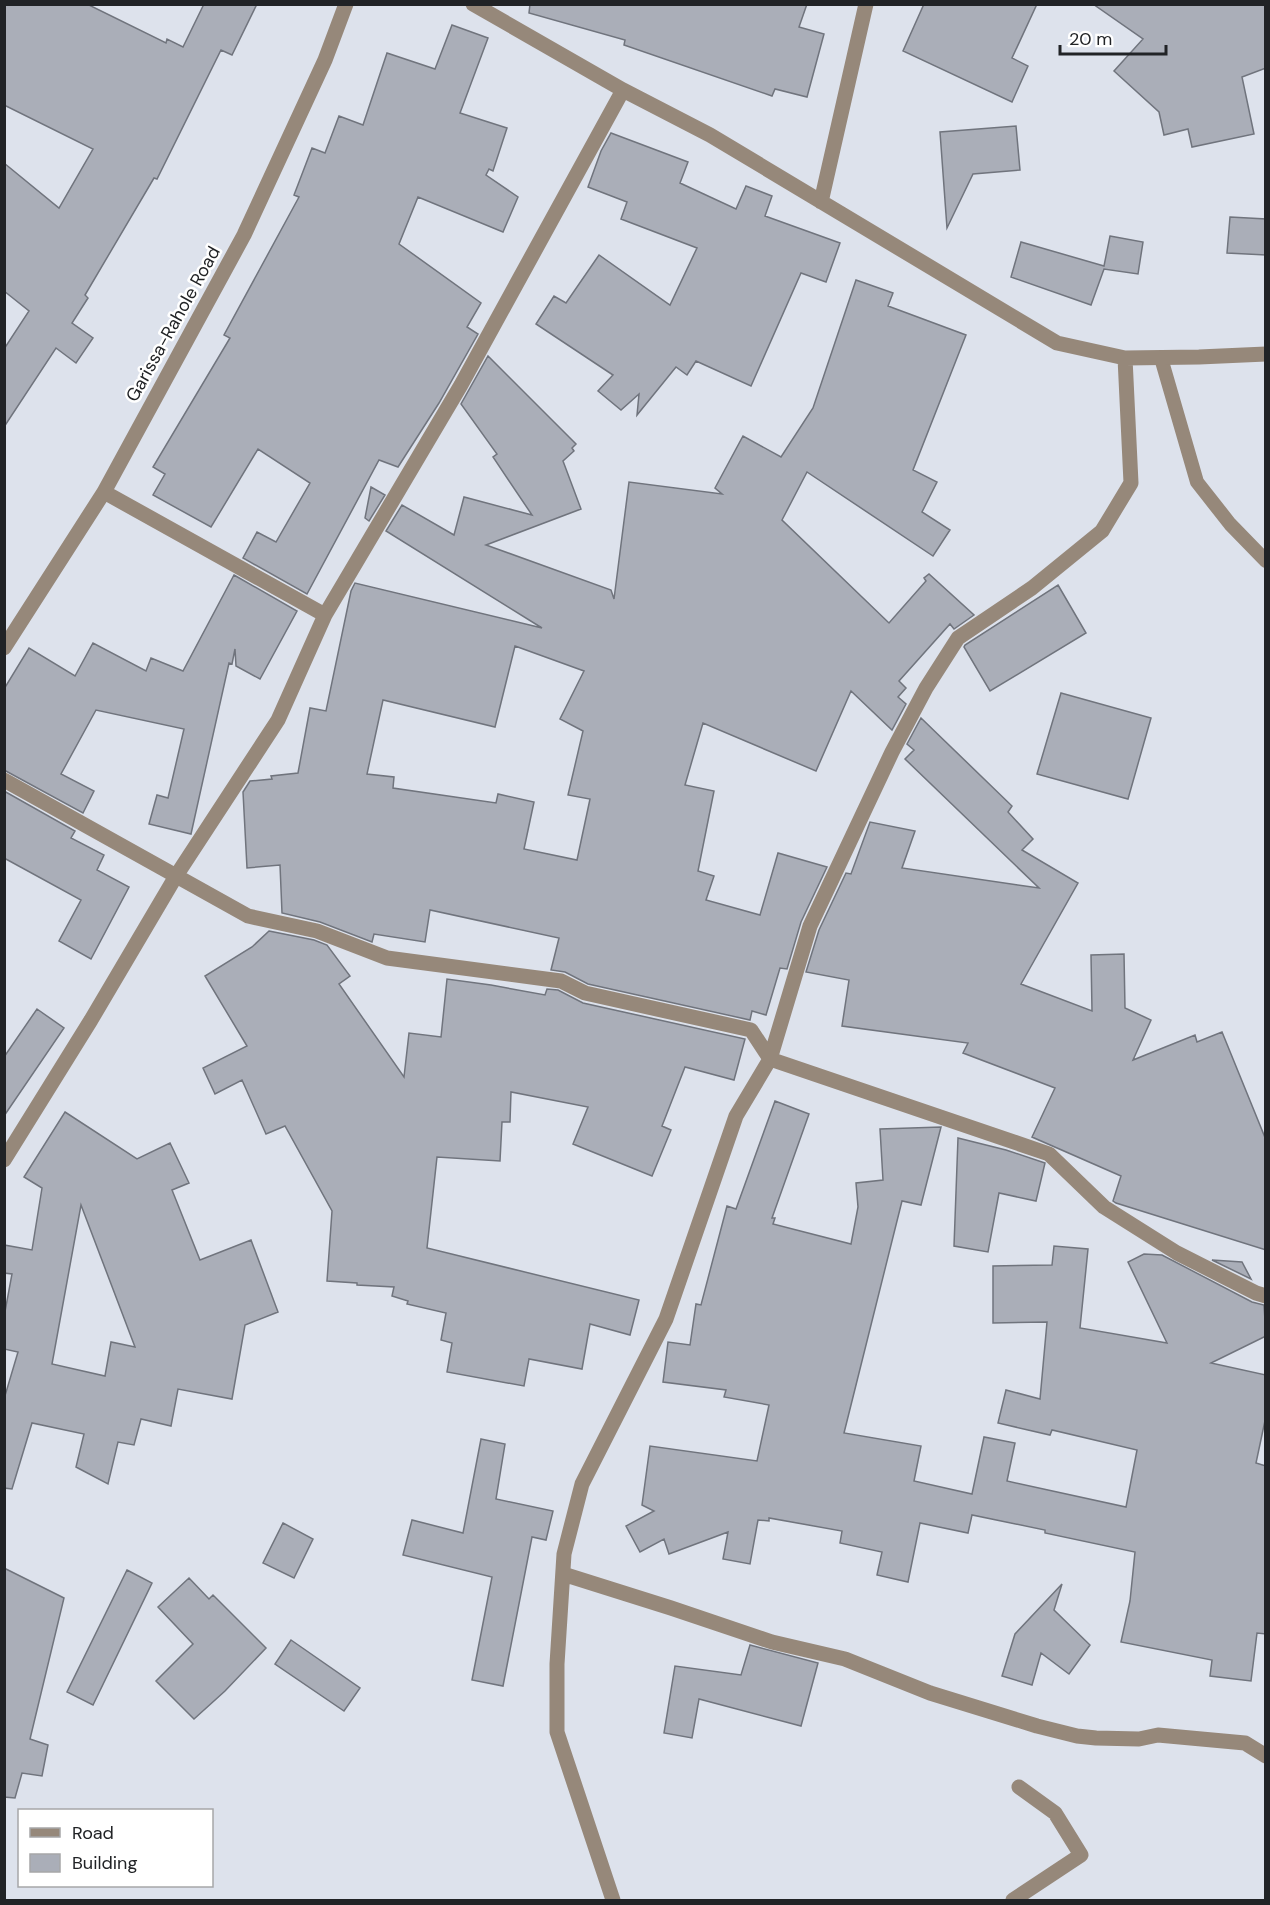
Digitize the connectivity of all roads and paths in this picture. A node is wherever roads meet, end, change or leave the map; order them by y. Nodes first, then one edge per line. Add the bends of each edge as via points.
1 (346, 4) edge
2 (473, 4) edge
3 (866, 4) edge
4 (623, 90) junction
5 (821, 202) junction
6 (1266, 354) edge
7 (1125, 358) junction
8 (1161, 358) junction
9 (104, 492) junction
10 (1266, 561) edge
11 (325, 615) junction
12 (4, 648) edge
13 (4, 780) edge
14 (176, 876) junction
15 (770, 1059) junction
16 (4, 1160) edge
17 (1266, 1296) edge
18 (563, 1574) junction
19 (1266, 1756) edge
20 (1019, 1787) dead end
21 (613, 1900) edge
22 (1013, 1900) edge

1 - 9 street, Garissa-Rahole Road via 326,60 244,235
2 - 4 street
3 - 5 street
4 - 5 street via 710,135
4 - 11 street via 461,385
5 - 7 street via 1057,343
6 - 8 street
7 - 8 street
7 - 15 street via 1131,483 1102,531 1032,588 958,638 939,668 892,752 810,926
8 - 10 lane via 1197,482
9 - 11 street
9 - 12 street, Garissa-Rahole Road
11 - 14 street via 278,720
13 - 14 street
14 - 15 street via 248,916 317,931 387,958 561,981 585,993 751,1030
14 - 16 street
15 - 17 street via 1049,1154 1104,1207 1177,1253
15 - 18 street via 736,1116 666,1319 582,1484 564,1554
18 - 19 street via 772,1642 844,1659 930,1693 1077,1736 1158,1736 1245,1743
18 - 21 street via 557,1732
20 - 22 street via 1055,1813 1081,1855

● **Work task**
Print the records above again exactly. Leave out the images.

● **Task response**
Digitize the connectivity of all roads and paths in this picture. A node is wherever roads meet, end, change or leave the map; order them by y. Nodes first, then one edge per line. Add the bends of each edge as via points.
1 (346, 4) edge
2 (473, 4) edge
3 (866, 4) edge
4 (623, 90) junction
5 (821, 202) junction
6 (1266, 354) edge
7 (1125, 358) junction
8 (1161, 358) junction
9 (104, 492) junction
10 (1266, 561) edge
11 (325, 615) junction
12 (4, 648) edge
13 (4, 780) edge
14 (176, 876) junction
15 (770, 1059) junction
16 (4, 1160) edge
17 (1266, 1296) edge
18 (563, 1574) junction
19 (1266, 1756) edge
20 (1019, 1787) dead end
21 (613, 1900) edge
22 (1013, 1900) edge

1 - 9 street, Garissa-Rahole Road via 326,60 244,235
2 - 4 street
3 - 5 street
4 - 5 street via 710,135
4 - 11 street via 461,385
5 - 7 street via 1057,343
6 - 8 street
7 - 8 street
7 - 15 street via 1131,483 1102,531 1032,588 958,638 939,668 892,752 810,926
8 - 10 lane via 1197,482
9 - 11 street
9 - 12 street, Garissa-Rahole Road
11 - 14 street via 278,720
13 - 14 street
14 - 15 street via 248,916 317,931 387,958 561,981 585,993 751,1030
14 - 16 street
15 - 17 street via 1049,1154 1104,1207 1177,1253
15 - 18 street via 736,1116 666,1319 582,1484 564,1554
18 - 19 street via 772,1642 844,1659 930,1693 1077,1736 1158,1736 1245,1743
18 - 21 street via 557,1732
20 - 22 street via 1055,1813 1081,1855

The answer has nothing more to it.